--- Dataset records ---
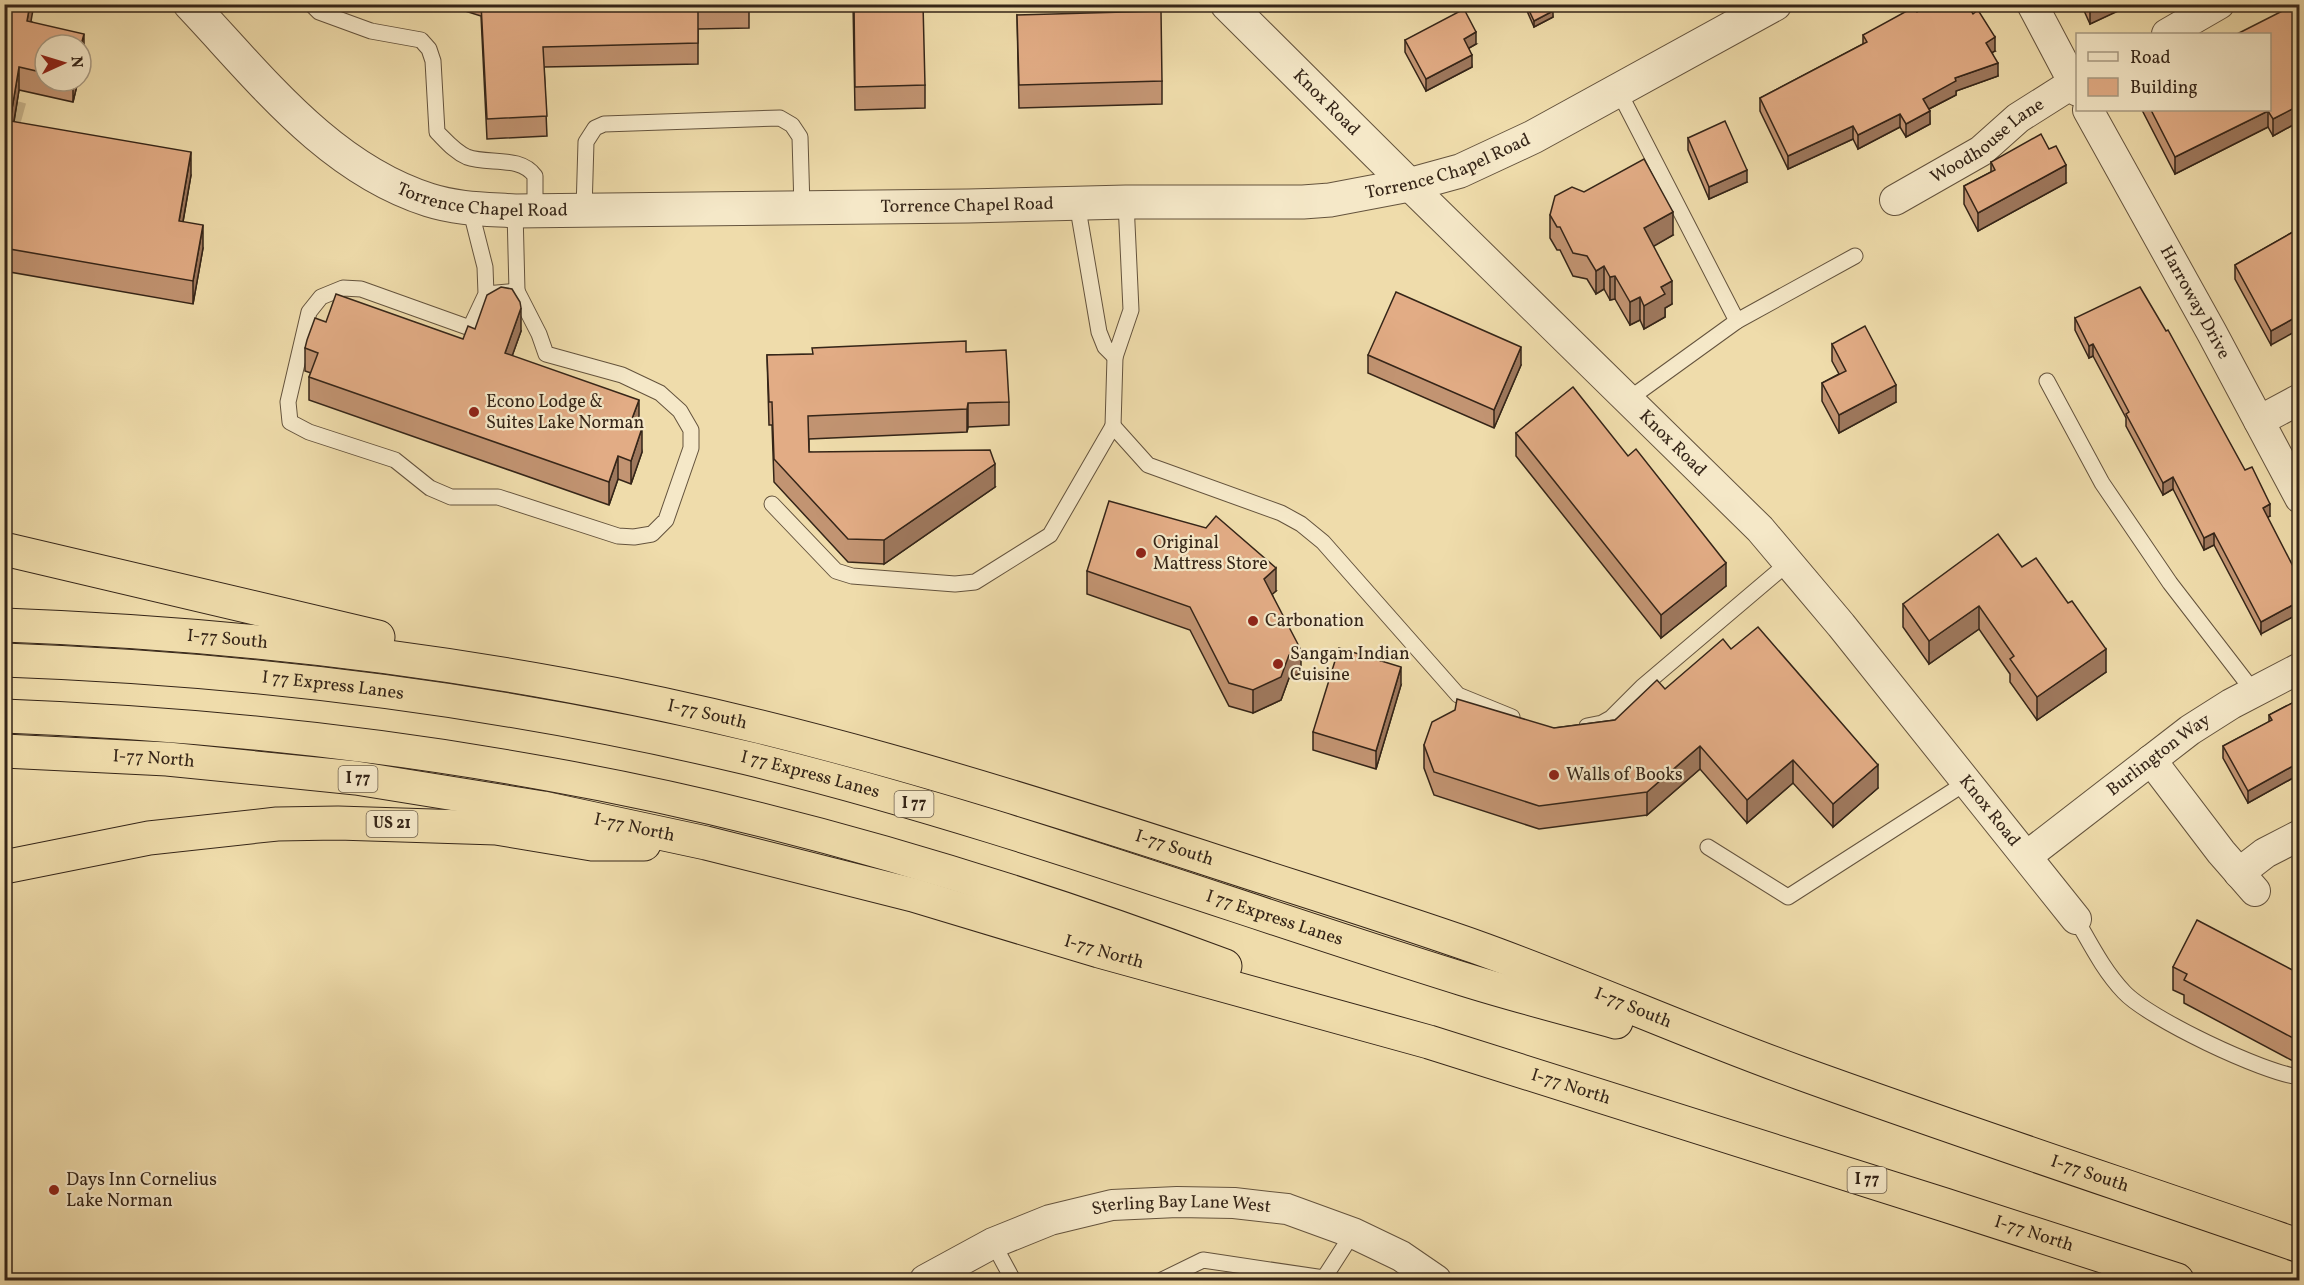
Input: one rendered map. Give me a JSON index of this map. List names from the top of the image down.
==
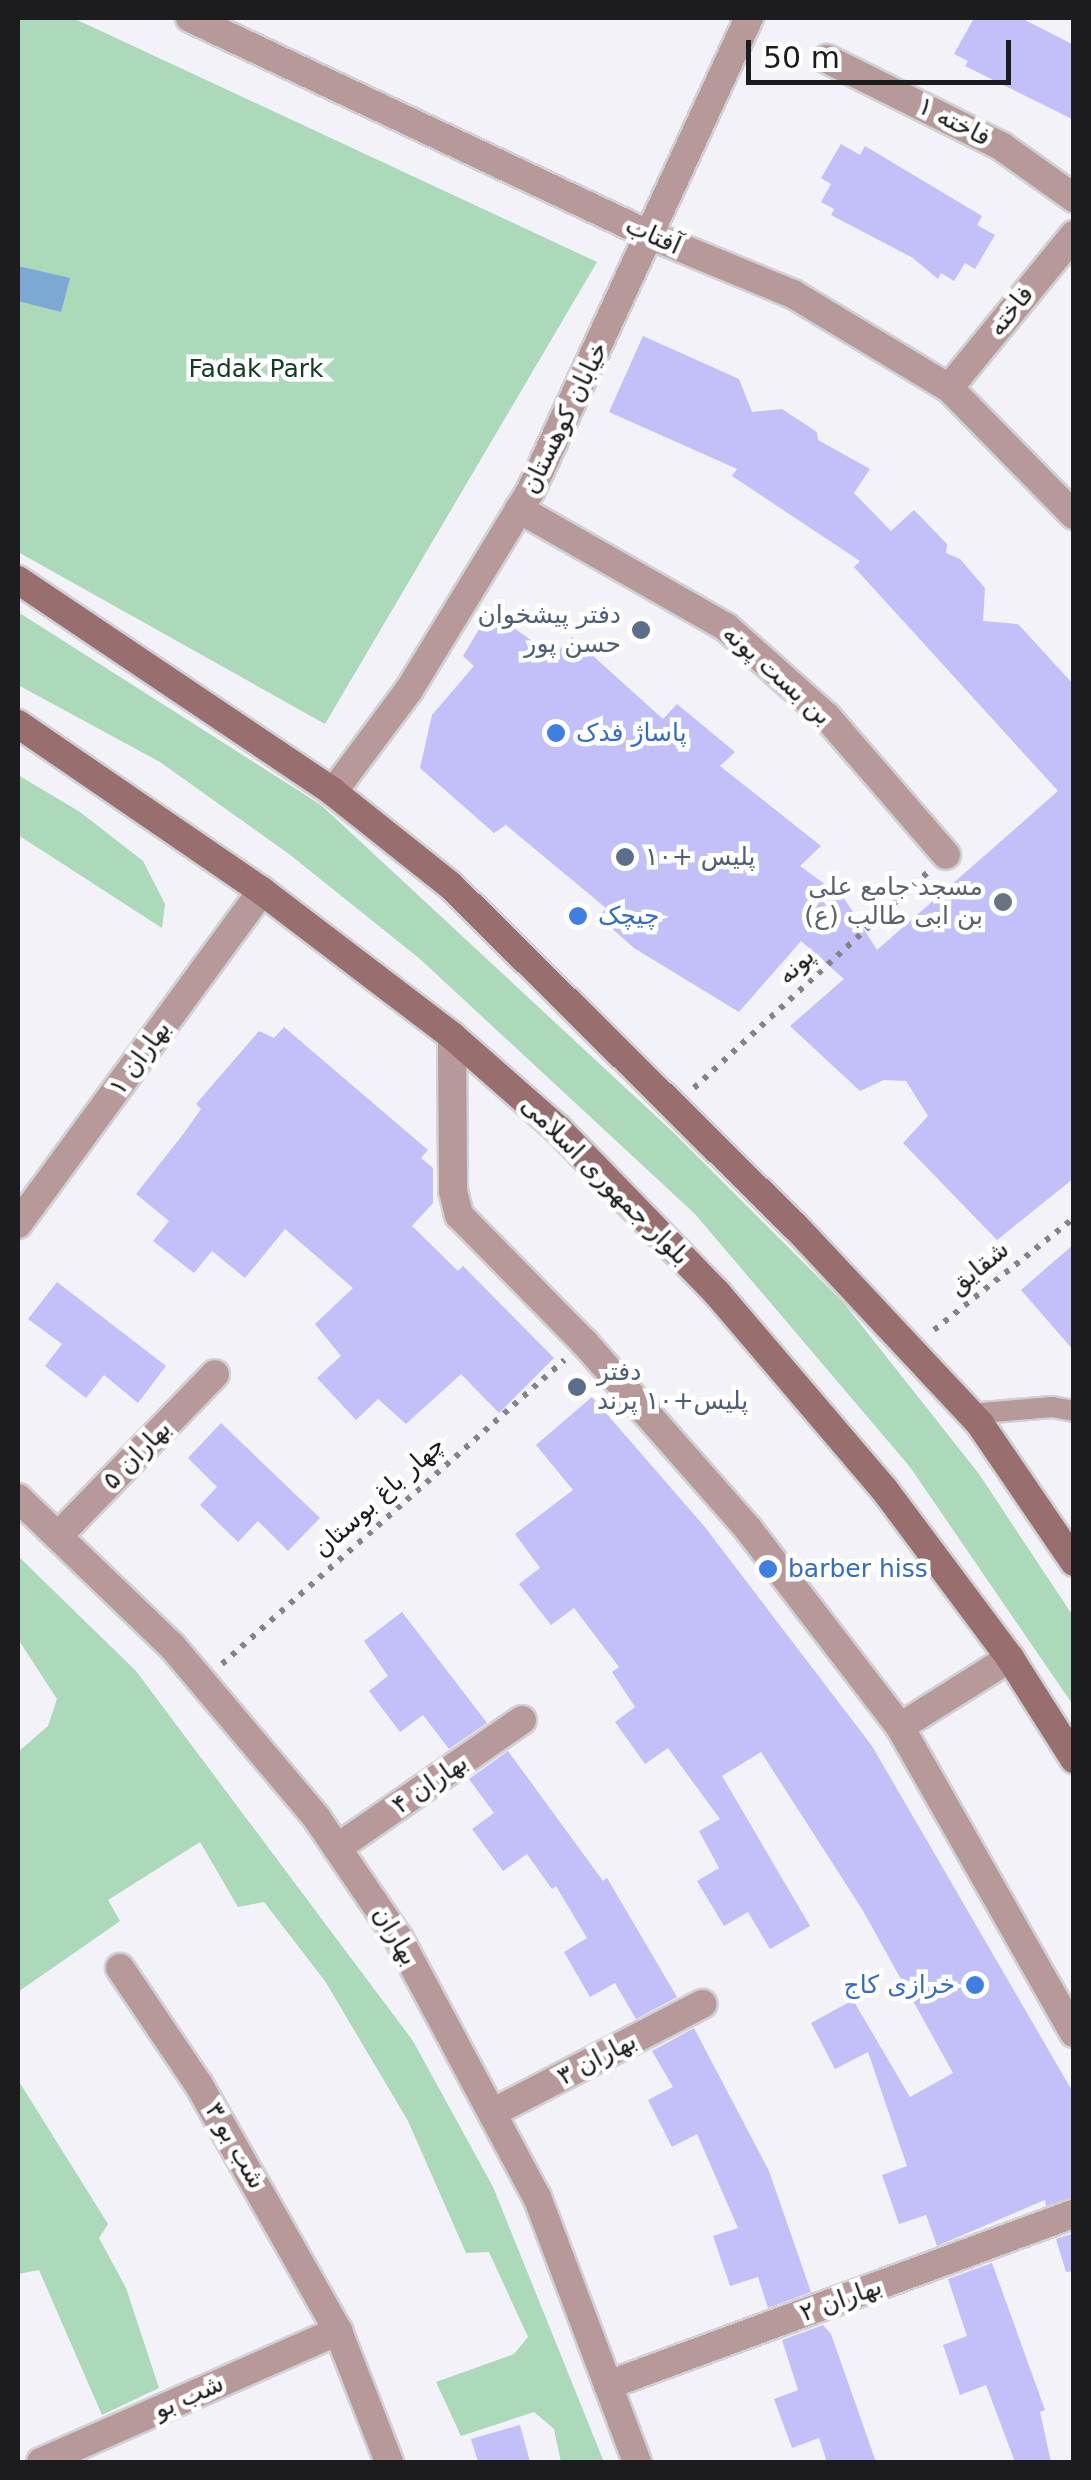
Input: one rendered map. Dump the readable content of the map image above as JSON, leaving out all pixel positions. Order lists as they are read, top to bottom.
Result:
---
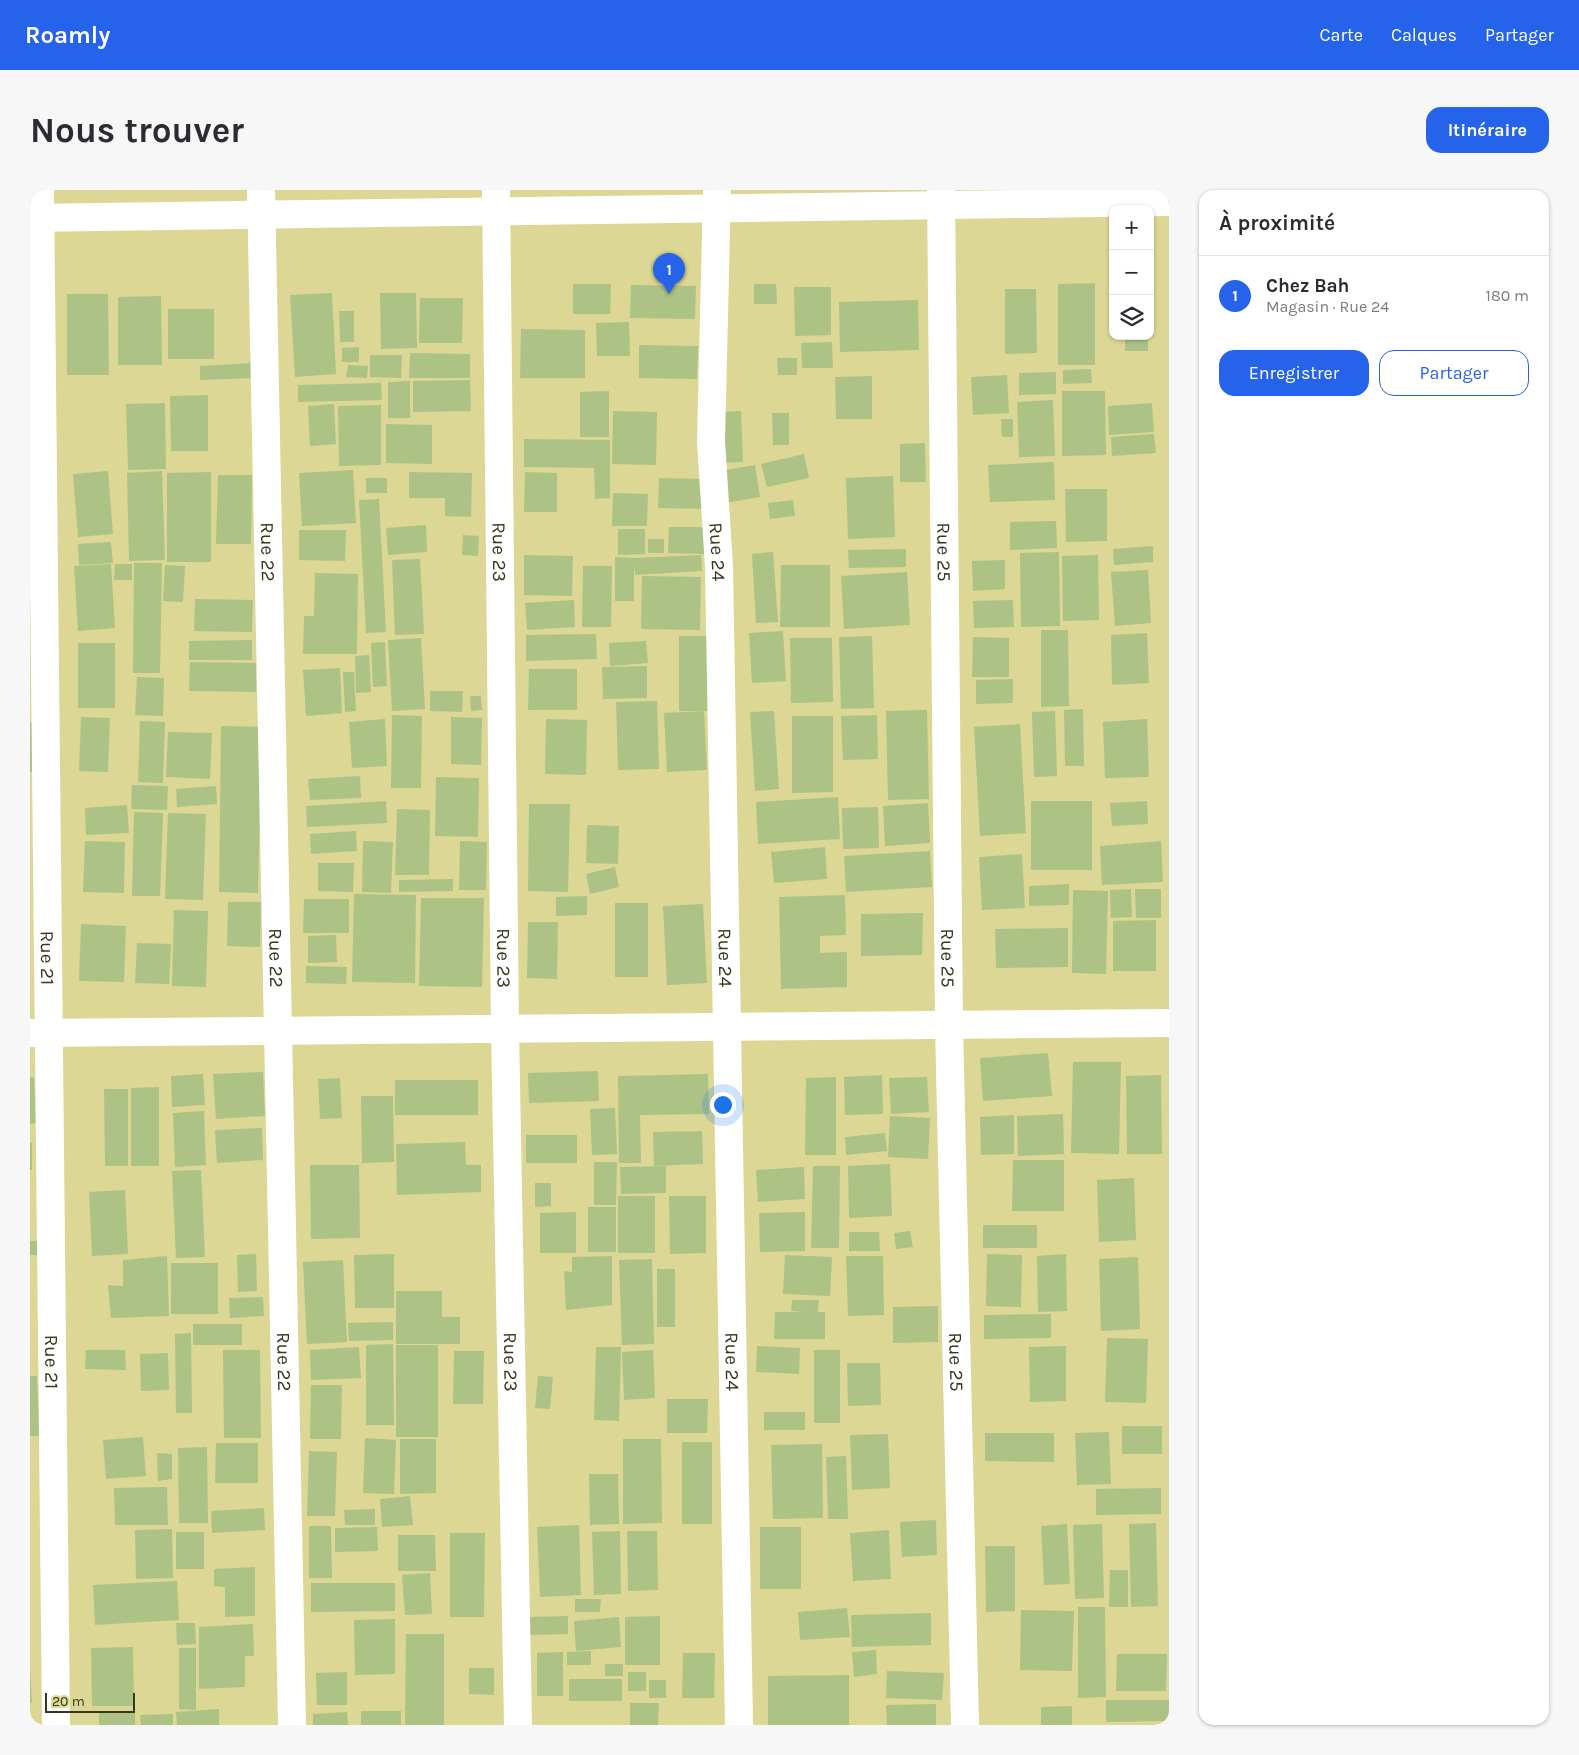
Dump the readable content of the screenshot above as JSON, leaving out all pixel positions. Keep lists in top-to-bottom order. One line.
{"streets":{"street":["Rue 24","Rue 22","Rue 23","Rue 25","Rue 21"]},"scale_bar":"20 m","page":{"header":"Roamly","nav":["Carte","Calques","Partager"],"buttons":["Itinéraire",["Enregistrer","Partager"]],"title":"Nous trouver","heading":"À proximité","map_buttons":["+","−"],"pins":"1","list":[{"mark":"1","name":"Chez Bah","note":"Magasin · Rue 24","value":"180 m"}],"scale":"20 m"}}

--- Activity ---
Locate and copy each line in the data above that includes the word "image".

--- Solution to this task ---
Input: one rendered map. Give me a JSON index of this map. List names from the top of the image down.
Input: one rendered map. Dump the readable content of the map image above as JSON, leaving out all pixel positions. Order lists as they are read, top to bottom.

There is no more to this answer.